Subprime Lending in the United States:
• Although there is no standard definition in the United States, subprime lending is typically classified as those loans offered to individuals with a FICO score below 640. The term, subprime lending, was made popular by the media during the Subprime mortgage crisis and credit crunch of 2007-2008.
• The primary difference between a subprime mortgage or loan and regular loans is the borrower’s credit history. Those borrowers with outstanding records of payment (both in regards to on time and in full) will get what is referred to as an A-graded paper loan. Borrowers with less than perfect credit scores will be given lower-graded paper loans; these extensions of credit will be attached with higher interest rates and unfavorable terms. 
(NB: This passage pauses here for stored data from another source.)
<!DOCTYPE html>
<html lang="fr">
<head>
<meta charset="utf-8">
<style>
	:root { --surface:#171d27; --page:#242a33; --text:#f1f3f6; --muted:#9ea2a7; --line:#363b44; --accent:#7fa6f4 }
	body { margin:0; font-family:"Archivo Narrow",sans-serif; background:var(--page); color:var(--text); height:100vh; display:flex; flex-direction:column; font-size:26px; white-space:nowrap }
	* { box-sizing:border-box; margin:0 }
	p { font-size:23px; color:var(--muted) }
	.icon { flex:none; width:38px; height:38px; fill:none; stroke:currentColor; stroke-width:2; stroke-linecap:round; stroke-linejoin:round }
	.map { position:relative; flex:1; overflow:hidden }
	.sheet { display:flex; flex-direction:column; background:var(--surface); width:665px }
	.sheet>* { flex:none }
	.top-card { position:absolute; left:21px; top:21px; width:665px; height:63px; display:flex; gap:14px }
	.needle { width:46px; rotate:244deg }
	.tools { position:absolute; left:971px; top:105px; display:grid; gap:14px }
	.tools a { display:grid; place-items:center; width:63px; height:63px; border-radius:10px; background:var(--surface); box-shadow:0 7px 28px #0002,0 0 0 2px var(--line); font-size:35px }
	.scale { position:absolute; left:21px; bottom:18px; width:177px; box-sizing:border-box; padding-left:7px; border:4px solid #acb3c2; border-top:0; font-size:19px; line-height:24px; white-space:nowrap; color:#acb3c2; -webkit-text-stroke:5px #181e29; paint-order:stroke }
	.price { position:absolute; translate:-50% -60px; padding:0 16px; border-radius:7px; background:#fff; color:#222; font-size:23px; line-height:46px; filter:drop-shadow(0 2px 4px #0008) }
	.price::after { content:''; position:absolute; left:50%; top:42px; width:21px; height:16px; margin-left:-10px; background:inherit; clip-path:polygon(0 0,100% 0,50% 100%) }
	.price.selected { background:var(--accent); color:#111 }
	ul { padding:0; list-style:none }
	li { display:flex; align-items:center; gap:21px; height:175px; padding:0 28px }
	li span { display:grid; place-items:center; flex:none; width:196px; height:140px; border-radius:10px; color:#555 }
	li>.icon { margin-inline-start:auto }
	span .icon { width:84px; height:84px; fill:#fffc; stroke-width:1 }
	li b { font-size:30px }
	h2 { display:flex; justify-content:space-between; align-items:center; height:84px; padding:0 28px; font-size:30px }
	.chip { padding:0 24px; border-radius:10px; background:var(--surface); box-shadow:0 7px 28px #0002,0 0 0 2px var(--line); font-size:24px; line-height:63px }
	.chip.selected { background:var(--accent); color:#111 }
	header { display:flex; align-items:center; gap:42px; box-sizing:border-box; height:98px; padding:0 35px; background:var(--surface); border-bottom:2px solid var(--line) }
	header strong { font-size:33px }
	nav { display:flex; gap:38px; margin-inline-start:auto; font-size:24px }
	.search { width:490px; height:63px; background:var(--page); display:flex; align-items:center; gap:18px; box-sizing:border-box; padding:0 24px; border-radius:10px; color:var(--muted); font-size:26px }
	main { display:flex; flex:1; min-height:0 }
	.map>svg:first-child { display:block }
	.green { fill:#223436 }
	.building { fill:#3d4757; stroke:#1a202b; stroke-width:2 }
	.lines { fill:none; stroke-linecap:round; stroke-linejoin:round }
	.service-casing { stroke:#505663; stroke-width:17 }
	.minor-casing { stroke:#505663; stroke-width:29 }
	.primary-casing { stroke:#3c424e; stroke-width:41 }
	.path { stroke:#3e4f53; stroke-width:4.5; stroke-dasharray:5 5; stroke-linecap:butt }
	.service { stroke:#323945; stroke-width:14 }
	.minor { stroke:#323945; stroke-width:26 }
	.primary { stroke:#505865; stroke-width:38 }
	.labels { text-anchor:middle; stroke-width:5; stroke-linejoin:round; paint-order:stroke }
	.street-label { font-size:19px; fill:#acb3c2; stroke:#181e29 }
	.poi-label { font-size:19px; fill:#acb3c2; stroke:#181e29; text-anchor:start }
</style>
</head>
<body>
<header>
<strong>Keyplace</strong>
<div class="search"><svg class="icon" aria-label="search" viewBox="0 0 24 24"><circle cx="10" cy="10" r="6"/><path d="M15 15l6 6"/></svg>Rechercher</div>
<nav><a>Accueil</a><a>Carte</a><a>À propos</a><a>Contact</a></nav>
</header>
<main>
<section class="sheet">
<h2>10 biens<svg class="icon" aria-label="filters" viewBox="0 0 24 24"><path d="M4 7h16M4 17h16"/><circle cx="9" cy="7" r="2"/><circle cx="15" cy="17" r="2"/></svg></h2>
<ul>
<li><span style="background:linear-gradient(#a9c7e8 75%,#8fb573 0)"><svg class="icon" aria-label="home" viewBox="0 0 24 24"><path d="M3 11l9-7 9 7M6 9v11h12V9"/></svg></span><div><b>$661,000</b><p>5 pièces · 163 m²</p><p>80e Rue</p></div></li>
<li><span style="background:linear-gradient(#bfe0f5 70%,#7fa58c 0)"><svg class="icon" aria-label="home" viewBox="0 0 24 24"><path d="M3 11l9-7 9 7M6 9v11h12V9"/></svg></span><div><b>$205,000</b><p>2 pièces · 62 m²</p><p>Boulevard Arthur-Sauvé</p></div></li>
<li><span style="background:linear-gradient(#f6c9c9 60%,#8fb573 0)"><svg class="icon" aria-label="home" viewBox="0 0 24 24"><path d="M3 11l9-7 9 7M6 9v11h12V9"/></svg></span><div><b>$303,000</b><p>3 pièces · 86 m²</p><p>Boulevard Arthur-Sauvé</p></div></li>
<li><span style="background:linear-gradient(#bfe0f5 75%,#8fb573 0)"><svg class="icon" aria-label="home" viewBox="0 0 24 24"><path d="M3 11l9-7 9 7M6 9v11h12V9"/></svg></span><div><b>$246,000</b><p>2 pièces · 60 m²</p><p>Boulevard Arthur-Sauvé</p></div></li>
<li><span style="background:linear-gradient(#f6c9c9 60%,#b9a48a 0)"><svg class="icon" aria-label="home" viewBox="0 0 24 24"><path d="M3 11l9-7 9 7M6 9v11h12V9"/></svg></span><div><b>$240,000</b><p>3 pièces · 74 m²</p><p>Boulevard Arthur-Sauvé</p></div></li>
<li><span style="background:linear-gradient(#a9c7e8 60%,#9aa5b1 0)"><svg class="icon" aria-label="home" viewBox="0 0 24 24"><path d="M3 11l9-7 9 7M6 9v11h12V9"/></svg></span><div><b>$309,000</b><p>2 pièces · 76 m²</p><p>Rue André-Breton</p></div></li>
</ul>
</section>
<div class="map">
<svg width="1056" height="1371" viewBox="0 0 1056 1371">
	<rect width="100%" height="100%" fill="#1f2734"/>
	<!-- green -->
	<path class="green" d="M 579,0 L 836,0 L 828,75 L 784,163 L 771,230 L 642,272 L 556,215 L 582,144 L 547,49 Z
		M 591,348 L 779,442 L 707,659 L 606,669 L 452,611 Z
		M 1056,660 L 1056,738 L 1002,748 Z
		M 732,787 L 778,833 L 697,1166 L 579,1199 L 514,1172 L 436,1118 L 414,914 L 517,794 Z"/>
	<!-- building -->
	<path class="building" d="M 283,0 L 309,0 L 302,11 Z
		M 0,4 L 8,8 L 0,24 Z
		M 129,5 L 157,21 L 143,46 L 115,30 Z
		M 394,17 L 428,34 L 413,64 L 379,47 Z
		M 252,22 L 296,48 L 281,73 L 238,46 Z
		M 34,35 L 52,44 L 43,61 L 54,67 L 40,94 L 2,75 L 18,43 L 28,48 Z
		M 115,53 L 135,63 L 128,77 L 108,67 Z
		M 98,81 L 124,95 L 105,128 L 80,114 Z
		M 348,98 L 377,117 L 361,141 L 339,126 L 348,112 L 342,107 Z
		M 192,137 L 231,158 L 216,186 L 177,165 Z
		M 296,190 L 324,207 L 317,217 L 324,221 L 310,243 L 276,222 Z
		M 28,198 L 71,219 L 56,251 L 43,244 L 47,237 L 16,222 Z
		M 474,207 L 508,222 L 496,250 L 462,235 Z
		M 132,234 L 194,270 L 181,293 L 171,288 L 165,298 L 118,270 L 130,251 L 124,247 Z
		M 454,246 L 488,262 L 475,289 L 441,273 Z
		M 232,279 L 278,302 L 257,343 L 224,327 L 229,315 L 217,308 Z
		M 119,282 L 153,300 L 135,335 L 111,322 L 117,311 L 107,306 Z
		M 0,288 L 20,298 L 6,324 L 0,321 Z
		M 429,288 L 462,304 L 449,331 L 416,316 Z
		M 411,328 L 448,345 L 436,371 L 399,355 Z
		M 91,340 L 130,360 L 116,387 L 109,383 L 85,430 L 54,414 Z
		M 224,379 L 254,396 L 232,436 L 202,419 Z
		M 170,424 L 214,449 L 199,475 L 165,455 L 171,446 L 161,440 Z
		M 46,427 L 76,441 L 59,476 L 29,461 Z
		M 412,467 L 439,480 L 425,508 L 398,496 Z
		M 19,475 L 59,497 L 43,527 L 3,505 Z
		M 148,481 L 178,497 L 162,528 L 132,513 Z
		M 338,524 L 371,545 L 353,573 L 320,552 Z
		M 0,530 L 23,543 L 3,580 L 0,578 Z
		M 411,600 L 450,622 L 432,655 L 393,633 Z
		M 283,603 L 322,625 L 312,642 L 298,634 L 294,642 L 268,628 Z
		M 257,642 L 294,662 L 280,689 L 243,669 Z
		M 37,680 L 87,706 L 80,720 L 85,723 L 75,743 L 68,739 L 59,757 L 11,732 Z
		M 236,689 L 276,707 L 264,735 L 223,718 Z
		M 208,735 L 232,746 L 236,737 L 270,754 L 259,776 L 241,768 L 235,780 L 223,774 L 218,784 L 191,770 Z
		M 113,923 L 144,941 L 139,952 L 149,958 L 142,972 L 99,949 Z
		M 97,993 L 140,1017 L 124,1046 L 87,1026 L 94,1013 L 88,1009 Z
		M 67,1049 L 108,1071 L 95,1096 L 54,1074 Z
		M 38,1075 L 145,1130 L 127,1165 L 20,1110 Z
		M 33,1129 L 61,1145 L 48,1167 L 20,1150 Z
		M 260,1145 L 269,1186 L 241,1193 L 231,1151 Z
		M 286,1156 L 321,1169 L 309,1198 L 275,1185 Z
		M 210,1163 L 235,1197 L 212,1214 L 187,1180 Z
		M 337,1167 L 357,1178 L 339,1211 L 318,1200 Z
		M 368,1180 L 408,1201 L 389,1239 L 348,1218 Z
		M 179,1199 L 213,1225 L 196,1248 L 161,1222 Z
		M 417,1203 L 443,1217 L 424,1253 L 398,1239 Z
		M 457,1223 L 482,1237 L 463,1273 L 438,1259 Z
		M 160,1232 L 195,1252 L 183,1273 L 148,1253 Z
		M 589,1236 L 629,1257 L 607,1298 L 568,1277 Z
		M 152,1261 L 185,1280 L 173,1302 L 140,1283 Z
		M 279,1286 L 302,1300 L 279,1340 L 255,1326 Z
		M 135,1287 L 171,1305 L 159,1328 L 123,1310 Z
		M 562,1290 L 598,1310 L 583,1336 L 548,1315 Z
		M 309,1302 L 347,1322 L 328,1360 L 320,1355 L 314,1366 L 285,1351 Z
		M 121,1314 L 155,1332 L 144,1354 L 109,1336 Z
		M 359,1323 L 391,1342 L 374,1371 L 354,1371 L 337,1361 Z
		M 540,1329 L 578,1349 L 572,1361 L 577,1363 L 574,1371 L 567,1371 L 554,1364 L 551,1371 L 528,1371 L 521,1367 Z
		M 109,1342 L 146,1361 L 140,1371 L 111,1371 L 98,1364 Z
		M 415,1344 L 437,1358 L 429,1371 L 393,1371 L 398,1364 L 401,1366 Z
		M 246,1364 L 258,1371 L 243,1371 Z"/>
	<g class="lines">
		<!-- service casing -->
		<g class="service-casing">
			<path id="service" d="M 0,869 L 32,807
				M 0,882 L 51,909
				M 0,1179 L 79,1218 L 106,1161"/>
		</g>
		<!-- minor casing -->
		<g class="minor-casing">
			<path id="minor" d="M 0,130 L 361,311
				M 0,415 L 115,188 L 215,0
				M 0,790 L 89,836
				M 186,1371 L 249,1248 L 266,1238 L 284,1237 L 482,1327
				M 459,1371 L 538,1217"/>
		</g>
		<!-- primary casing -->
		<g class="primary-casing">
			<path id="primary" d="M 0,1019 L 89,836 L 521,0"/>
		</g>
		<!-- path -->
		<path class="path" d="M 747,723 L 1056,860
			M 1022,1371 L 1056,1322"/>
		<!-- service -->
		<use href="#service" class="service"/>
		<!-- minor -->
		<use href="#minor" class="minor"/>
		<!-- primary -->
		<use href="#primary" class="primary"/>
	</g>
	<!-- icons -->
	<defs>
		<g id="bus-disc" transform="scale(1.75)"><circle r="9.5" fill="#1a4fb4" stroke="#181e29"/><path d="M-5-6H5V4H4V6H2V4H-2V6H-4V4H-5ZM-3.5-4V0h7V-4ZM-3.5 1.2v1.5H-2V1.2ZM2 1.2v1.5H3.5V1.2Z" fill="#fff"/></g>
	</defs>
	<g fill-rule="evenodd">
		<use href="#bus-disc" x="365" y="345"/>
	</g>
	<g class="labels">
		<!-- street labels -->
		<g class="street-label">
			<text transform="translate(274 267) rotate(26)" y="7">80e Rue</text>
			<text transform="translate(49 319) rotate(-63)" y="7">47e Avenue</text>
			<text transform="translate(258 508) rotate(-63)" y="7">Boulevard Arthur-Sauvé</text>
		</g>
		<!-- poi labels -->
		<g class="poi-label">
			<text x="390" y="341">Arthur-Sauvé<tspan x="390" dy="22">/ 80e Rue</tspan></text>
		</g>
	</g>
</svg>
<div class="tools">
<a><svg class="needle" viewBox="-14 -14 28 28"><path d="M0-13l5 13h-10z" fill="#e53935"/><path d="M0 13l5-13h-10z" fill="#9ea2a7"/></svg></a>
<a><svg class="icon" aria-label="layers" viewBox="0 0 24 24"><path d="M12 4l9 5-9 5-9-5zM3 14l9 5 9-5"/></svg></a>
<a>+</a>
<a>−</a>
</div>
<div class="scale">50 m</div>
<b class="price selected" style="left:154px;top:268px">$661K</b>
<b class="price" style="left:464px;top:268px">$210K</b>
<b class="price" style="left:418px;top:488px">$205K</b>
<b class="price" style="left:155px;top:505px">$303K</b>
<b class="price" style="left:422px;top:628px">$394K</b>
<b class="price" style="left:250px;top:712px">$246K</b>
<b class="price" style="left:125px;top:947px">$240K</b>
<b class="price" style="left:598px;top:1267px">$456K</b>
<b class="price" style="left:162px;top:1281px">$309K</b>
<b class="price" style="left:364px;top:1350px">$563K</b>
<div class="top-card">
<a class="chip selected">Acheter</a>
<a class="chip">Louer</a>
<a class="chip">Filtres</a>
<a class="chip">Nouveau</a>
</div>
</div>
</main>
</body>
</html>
The Subprime Mortgage Crisis:
• The United States subprime mortgage crisis occurred in 2007 and 2008 and was characterized by a rise in the number of subprime defaults, foreclosures and the subsequent decline of securities backing mortgages. 
• During this time, nearly 80% of mortgages issued in the United States were given to subprime lenders in the form of adjustable-rate mortgages. When real estate prices peaked in the middle of the decade, refinancing was difficult to achieve. When the adjustable-rate mortgages reset at higher interest rates, the number of defaults soared. Those securities backed with mortgages, including subprime mortgage bundles (typically held by financial institutions) became worthless. This led to a domino effect of cataclysmic events, including an unwillingness of global investors to purchase mortgage-backed debt and other asset-backed securities. 
• The subprime mortgage crisis was triggered, in general, for two reasons: the bursting of the housing bubble which peaked in 2005 and 2006 and the deregulation of the real estate market—mortgages were lent, at absurd rates, to individuals who were living beyond their means.